*** Material provided Section Begins ***

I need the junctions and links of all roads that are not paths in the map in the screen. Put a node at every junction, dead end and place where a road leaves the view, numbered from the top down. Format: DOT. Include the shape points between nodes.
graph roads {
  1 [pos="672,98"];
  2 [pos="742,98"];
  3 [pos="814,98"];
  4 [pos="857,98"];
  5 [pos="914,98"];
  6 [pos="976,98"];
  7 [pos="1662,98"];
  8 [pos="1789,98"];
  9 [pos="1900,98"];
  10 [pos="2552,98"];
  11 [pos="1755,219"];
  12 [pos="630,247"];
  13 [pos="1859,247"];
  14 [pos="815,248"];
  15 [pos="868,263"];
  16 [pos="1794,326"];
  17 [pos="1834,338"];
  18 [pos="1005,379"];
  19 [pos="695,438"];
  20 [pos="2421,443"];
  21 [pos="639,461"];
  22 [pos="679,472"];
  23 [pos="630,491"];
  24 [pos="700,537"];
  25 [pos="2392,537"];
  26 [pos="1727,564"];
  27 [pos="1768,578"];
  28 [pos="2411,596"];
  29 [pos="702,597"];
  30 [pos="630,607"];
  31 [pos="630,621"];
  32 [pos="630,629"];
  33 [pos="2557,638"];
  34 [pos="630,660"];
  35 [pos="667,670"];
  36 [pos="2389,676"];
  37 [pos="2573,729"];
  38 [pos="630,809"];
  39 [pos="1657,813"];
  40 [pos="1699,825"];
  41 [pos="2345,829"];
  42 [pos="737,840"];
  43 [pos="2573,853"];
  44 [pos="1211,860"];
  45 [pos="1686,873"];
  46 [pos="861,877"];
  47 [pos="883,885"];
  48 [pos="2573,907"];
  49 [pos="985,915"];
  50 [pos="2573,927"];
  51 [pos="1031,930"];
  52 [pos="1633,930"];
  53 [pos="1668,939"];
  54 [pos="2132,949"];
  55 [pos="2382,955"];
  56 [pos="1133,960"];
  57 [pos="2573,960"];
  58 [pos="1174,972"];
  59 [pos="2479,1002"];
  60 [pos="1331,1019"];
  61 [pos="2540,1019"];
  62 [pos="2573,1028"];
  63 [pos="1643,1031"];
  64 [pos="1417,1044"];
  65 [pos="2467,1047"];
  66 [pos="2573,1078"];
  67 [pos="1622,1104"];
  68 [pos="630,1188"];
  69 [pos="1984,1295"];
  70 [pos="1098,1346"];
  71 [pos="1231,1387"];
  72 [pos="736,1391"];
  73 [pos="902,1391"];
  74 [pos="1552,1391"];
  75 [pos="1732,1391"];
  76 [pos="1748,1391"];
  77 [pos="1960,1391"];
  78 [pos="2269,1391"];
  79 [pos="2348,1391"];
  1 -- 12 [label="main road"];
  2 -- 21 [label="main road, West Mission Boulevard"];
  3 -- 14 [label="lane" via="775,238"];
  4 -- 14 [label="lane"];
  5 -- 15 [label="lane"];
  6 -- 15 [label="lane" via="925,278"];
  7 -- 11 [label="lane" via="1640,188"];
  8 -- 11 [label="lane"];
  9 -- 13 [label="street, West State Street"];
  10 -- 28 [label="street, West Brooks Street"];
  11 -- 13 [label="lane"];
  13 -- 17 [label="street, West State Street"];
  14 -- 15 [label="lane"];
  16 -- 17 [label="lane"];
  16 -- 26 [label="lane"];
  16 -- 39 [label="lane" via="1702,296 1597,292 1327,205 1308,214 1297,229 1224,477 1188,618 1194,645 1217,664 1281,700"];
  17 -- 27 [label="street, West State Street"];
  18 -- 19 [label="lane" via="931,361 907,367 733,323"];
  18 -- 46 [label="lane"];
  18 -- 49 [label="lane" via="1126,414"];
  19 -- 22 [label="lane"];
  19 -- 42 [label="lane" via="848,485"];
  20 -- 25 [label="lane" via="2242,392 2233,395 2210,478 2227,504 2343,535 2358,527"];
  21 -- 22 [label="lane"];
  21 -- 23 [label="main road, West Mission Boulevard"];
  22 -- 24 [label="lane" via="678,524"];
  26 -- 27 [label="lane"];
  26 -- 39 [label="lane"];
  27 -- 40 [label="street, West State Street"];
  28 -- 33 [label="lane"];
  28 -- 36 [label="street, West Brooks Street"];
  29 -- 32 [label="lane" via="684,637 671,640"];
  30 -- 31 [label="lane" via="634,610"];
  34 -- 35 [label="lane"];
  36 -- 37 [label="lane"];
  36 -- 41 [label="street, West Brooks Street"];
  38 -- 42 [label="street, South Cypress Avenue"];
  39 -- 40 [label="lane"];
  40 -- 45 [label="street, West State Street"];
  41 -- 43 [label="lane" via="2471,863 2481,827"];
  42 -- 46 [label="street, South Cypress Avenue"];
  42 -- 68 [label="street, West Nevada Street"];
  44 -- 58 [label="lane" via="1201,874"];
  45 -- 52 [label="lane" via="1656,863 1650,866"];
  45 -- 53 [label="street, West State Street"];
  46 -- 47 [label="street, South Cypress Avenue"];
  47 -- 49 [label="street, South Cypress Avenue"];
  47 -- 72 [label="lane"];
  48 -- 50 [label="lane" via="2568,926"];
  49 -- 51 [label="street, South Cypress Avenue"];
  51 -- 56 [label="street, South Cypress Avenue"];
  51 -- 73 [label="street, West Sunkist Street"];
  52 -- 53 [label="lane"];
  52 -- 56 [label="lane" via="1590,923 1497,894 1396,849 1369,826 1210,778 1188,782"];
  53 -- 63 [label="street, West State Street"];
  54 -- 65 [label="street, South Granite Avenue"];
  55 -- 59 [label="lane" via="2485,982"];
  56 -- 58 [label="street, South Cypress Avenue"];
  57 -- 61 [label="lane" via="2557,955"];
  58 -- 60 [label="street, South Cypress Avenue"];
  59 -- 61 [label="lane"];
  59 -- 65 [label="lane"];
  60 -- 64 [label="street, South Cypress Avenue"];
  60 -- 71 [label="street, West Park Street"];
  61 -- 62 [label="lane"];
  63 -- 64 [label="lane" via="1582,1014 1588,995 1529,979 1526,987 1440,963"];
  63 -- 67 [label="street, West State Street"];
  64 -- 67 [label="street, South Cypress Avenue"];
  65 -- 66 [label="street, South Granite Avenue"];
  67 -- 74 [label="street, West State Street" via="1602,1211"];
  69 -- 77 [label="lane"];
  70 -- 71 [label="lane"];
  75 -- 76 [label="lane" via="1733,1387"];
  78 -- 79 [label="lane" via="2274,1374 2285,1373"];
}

*** Material provided Section Ends ***

> [Your assignment]: Scan the records above for the word "Boulevard" and return every line where it occurs.

> [Completed task]:
  2 -- 21 [label="main road, West Mission Boulevard"];
  21 -- 23 [label="main road, West Mission Boulevard"];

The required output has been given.